**WHAT TO PRODUCE:** Every line of the listing is to be printed again exactly.

════════

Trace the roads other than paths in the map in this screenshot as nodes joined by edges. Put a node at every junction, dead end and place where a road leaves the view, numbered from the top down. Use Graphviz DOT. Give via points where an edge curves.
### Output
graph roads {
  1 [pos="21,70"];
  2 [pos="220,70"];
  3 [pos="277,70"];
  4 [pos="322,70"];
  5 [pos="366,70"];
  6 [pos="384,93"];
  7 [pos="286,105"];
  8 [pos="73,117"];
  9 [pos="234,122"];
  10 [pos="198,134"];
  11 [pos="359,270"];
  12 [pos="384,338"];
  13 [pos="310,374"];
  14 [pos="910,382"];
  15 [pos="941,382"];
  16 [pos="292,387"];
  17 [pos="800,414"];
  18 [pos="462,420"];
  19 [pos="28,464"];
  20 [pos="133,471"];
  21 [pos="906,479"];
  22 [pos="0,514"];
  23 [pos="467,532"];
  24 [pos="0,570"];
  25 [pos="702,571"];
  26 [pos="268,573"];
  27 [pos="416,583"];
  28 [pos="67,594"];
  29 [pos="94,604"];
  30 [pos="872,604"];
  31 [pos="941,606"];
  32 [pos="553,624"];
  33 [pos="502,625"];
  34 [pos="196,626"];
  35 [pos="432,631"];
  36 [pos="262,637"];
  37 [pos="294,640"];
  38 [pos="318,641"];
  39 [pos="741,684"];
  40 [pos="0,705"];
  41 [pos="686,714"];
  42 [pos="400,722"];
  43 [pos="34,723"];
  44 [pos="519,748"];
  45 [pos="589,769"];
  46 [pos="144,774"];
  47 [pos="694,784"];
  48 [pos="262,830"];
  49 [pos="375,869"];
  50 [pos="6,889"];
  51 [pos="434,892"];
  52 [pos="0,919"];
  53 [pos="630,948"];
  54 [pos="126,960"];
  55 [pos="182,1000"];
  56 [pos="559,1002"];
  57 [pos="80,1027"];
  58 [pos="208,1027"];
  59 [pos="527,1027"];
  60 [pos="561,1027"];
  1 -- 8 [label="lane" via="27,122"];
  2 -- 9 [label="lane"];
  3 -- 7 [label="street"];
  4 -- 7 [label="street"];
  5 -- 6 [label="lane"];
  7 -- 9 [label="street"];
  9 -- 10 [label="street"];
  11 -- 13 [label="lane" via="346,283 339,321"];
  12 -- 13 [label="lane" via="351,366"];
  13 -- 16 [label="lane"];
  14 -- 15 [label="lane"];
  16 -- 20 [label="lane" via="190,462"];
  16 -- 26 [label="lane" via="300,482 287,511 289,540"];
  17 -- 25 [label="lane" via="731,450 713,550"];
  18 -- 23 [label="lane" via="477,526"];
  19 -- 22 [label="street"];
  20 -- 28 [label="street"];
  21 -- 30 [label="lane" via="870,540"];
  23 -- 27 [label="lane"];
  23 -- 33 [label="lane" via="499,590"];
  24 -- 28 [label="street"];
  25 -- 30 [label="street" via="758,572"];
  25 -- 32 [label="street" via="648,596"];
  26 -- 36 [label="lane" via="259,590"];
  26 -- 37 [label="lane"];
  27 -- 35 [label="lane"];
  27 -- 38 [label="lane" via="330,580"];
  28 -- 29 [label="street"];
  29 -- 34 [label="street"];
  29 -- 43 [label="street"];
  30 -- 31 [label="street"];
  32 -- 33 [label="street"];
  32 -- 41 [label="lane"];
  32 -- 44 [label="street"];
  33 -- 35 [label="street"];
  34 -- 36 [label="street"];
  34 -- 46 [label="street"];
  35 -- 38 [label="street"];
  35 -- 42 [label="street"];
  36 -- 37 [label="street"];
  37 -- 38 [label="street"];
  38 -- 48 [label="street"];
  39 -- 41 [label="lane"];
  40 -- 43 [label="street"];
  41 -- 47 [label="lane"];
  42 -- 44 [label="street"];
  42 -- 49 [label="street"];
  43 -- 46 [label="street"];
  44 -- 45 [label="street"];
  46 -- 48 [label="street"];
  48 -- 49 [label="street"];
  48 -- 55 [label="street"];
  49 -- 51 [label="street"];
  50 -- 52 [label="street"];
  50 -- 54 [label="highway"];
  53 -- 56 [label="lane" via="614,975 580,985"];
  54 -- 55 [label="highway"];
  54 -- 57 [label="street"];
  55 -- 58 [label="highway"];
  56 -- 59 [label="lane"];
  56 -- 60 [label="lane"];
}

════════

**WRITTEN RESPONSE:**
Trace the roads other than paths in the map in this screenshot as nodes joined by edges. Put a node at every junction, dead end and place where a road leaves the view, numbered from the top down. Use Graphviz DOT. Give via points where an edge curves.
### Output
graph roads {
  1 [pos="21,70"];
  2 [pos="220,70"];
  3 [pos="277,70"];
  4 [pos="322,70"];
  5 [pos="366,70"];
  6 [pos="384,93"];
  7 [pos="286,105"];
  8 [pos="73,117"];
  9 [pos="234,122"];
  10 [pos="198,134"];
  11 [pos="359,270"];
  12 [pos="384,338"];
  13 [pos="310,374"];
  14 [pos="910,382"];
  15 [pos="941,382"];
  16 [pos="292,387"];
  17 [pos="800,414"];
  18 [pos="462,420"];
  19 [pos="28,464"];
  20 [pos="133,471"];
  21 [pos="906,479"];
  22 [pos="0,514"];
  23 [pos="467,532"];
  24 [pos="0,570"];
  25 [pos="702,571"];
  26 [pos="268,573"];
  27 [pos="416,583"];
  28 [pos="67,594"];
  29 [pos="94,604"];
  30 [pos="872,604"];
  31 [pos="941,606"];
  32 [pos="553,624"];
  33 [pos="502,625"];
  34 [pos="196,626"];
  35 [pos="432,631"];
  36 [pos="262,637"];
  37 [pos="294,640"];
  38 [pos="318,641"];
  39 [pos="741,684"];
  40 [pos="0,705"];
  41 [pos="686,714"];
  42 [pos="400,722"];
  43 [pos="34,723"];
  44 [pos="519,748"];
  45 [pos="589,769"];
  46 [pos="144,774"];
  47 [pos="694,784"];
  48 [pos="262,830"];
  49 [pos="375,869"];
  50 [pos="6,889"];
  51 [pos="434,892"];
  52 [pos="0,919"];
  53 [pos="630,948"];
  54 [pos="126,960"];
  55 [pos="182,1000"];
  56 [pos="559,1002"];
  57 [pos="80,1027"];
  58 [pos="208,1027"];
  59 [pos="527,1027"];
  60 [pos="561,1027"];
  1 -- 8 [label="lane" via="27,122"];
  2 -- 9 [label="lane"];
  3 -- 7 [label="street"];
  4 -- 7 [label="street"];
  5 -- 6 [label="lane"];
  7 -- 9 [label="street"];
  9 -- 10 [label="street"];
  11 -- 13 [label="lane" via="346,283 339,321"];
  12 -- 13 [label="lane" via="351,366"];
  13 -- 16 [label="lane"];
  14 -- 15 [label="lane"];
  16 -- 20 [label="lane" via="190,462"];
  16 -- 26 [label="lane" via="300,482 287,511 289,540"];
  17 -- 25 [label="lane" via="731,450 713,550"];
  18 -- 23 [label="lane" via="477,526"];
  19 -- 22 [label="street"];
  20 -- 28 [label="street"];
  21 -- 30 [label="lane" via="870,540"];
  23 -- 27 [label="lane"];
  23 -- 33 [label="lane" via="499,590"];
  24 -- 28 [label="street"];
  25 -- 30 [label="street" via="758,572"];
  25 -- 32 [label="street" via="648,596"];
  26 -- 36 [label="lane" via="259,590"];
  26 -- 37 [label="lane"];
  27 -- 35 [label="lane"];
  27 -- 38 [label="lane" via="330,580"];
  28 -- 29 [label="street"];
  29 -- 34 [label="street"];
  29 -- 43 [label="street"];
  30 -- 31 [label="street"];
  32 -- 33 [label="street"];
  32 -- 41 [label="lane"];
  32 -- 44 [label="street"];
  33 -- 35 [label="street"];
  34 -- 36 [label="street"];
  34 -- 46 [label="street"];
  35 -- 38 [label="street"];
  35 -- 42 [label="street"];
  36 -- 37 [label="street"];
  37 -- 38 [label="street"];
  38 -- 48 [label="street"];
  39 -- 41 [label="lane"];
  40 -- 43 [label="street"];
  41 -- 47 [label="lane"];
  42 -- 44 [label="street"];
  42 -- 49 [label="street"];
  43 -- 46 [label="street"];
  44 -- 45 [label="street"];
  46 -- 48 [label="street"];
  48 -- 49 [label="street"];
  48 -- 55 [label="street"];
  49 -- 51 [label="street"];
  50 -- 52 [label="street"];
  50 -- 54 [label="highway"];
  53 -- 56 [label="lane" via="614,975 580,985"];
  54 -- 55 [label="highway"];
  54 -- 57 [label="street"];
  55 -- 58 [label="highway"];
  56 -- 59 [label="lane"];
  56 -- 60 [label="lane"];
}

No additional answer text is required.